Take each line of the data that contains the string "change" and copy it.

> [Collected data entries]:
########
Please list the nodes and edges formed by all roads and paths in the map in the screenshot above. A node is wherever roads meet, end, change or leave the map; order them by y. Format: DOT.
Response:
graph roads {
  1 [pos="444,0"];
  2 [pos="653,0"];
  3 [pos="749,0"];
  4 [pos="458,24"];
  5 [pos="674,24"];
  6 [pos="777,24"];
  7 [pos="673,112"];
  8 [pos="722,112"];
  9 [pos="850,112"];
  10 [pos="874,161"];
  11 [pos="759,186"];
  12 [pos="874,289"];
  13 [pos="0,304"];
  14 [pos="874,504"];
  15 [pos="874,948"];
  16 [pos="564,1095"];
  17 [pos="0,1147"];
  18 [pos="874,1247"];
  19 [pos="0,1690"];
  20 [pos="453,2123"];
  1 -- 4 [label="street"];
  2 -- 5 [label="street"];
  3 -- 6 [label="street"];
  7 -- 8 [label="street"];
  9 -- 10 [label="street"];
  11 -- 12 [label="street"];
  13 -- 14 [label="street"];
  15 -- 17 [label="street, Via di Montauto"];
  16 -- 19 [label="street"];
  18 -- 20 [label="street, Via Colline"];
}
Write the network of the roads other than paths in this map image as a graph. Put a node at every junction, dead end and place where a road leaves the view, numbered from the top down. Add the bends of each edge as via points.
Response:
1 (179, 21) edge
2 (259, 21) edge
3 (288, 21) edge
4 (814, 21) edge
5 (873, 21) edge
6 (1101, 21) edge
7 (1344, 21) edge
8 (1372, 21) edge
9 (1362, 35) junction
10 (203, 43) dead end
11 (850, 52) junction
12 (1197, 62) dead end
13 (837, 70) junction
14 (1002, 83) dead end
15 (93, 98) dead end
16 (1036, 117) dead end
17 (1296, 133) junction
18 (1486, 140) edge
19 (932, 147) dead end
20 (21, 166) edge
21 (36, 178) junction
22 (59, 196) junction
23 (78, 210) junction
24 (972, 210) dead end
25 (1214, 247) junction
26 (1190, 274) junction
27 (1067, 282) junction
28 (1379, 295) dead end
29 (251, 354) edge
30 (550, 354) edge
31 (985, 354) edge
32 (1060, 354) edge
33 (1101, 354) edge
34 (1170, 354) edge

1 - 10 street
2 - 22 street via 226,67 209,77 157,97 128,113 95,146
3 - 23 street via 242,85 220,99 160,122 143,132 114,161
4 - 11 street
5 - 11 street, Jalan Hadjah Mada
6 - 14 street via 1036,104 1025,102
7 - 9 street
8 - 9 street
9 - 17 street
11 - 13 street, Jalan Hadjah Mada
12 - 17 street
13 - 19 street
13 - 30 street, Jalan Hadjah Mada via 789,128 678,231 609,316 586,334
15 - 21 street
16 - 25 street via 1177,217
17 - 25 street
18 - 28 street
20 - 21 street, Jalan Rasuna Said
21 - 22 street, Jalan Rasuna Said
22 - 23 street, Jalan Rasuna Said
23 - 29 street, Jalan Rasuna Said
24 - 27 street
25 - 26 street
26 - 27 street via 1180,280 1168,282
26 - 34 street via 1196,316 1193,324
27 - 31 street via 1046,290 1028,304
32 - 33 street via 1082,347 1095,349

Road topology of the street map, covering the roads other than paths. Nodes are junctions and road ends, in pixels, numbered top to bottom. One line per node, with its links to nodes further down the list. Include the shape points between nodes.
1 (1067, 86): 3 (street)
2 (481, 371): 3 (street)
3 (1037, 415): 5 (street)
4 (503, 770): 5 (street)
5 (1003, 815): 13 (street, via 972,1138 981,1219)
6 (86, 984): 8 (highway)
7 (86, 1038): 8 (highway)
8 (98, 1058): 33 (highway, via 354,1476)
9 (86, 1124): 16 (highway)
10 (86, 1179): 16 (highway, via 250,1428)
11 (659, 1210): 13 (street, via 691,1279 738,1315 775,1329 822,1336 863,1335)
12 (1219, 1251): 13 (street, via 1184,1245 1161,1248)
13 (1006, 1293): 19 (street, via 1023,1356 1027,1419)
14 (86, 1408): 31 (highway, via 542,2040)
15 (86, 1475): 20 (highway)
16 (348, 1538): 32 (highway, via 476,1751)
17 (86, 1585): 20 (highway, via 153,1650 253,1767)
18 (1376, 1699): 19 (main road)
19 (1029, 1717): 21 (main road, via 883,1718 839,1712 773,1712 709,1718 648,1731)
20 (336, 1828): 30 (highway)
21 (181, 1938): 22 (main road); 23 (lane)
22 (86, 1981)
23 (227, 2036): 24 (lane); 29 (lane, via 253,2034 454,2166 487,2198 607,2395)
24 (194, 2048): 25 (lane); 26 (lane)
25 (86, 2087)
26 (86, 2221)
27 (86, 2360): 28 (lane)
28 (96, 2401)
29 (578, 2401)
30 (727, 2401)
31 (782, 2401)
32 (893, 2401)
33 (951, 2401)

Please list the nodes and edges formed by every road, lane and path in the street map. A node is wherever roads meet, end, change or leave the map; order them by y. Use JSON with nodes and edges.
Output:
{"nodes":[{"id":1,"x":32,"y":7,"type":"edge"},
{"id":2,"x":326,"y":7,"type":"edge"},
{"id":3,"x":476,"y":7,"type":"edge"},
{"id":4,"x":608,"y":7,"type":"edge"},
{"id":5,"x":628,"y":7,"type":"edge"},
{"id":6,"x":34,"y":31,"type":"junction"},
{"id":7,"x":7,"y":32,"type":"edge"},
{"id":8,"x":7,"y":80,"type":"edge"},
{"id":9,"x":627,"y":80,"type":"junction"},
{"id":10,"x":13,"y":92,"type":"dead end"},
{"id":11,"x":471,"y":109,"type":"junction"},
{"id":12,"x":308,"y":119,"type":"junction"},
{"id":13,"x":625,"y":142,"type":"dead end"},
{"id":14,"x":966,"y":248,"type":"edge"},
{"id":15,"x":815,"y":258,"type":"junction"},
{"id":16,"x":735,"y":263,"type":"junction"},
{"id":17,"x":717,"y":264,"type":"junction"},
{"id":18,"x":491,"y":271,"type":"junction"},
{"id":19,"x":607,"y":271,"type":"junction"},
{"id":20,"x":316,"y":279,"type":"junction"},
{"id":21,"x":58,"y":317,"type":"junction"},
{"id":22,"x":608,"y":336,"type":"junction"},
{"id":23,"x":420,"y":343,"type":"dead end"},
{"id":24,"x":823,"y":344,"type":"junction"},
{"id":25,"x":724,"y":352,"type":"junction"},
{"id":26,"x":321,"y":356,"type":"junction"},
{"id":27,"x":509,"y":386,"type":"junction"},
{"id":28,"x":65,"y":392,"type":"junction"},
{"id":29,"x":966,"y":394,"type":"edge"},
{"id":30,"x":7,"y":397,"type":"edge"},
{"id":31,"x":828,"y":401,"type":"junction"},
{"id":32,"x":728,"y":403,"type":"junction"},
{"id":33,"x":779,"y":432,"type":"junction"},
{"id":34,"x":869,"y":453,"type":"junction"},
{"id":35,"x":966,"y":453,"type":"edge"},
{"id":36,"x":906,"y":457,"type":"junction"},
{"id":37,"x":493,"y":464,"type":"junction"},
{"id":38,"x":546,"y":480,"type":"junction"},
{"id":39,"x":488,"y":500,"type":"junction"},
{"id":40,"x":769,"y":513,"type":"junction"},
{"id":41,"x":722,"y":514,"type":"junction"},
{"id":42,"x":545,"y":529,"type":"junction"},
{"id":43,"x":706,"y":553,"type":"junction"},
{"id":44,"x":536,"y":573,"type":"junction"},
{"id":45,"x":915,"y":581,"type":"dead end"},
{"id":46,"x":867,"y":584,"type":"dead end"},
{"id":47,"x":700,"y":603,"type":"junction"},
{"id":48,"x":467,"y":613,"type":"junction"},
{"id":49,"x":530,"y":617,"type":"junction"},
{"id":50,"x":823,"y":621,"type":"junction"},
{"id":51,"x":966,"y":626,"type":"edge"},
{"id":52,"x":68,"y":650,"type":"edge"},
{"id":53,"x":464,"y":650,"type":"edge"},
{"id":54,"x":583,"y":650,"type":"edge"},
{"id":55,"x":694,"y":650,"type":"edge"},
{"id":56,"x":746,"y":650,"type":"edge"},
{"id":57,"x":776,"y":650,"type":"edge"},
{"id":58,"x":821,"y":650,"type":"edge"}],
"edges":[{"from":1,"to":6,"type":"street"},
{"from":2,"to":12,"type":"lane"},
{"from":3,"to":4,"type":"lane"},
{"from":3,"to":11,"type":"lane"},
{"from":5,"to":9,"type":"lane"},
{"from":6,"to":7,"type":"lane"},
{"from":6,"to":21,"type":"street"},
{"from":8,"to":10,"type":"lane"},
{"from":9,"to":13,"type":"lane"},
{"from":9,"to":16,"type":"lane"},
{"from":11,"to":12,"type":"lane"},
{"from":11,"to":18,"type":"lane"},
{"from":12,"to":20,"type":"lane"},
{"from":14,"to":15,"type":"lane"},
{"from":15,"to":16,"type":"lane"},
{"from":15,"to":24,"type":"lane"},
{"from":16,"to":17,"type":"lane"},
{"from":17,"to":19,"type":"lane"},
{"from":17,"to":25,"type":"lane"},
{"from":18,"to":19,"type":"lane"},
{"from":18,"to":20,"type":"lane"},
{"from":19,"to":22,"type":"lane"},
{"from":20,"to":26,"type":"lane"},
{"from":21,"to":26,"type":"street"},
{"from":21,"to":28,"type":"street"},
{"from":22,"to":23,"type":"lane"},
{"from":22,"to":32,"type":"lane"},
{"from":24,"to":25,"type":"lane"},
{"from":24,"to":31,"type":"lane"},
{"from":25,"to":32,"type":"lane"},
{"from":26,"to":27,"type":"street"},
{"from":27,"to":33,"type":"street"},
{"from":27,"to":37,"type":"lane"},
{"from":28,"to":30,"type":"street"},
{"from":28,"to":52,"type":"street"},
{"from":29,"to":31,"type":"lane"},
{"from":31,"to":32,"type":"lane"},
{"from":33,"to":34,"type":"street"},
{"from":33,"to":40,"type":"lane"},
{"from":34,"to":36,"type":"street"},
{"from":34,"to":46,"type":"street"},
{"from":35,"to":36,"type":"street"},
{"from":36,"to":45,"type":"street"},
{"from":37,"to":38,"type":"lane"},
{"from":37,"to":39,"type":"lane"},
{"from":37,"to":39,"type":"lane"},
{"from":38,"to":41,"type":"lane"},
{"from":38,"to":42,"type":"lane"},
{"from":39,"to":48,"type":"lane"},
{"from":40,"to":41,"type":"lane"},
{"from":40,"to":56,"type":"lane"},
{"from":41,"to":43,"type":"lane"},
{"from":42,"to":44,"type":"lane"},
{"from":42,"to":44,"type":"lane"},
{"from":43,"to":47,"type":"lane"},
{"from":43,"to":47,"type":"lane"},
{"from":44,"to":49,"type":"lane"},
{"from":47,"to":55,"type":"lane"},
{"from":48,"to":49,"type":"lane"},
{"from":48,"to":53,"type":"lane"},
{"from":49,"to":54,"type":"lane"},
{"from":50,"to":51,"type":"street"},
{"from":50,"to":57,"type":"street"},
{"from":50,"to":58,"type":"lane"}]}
########
> [ANSWER BOX]:
Please list the nodes and edges formed by all roads and paths in the map in the screenshot above. A node is wherever roads meet, end, change or leave the map; order them by y. Format: DOT.
Please list the nodes and edges formed by every road, lane and path in the street map. A node is wherever roads meet, end, change or leave the map; order them by y. Use JSON with nodes and edges.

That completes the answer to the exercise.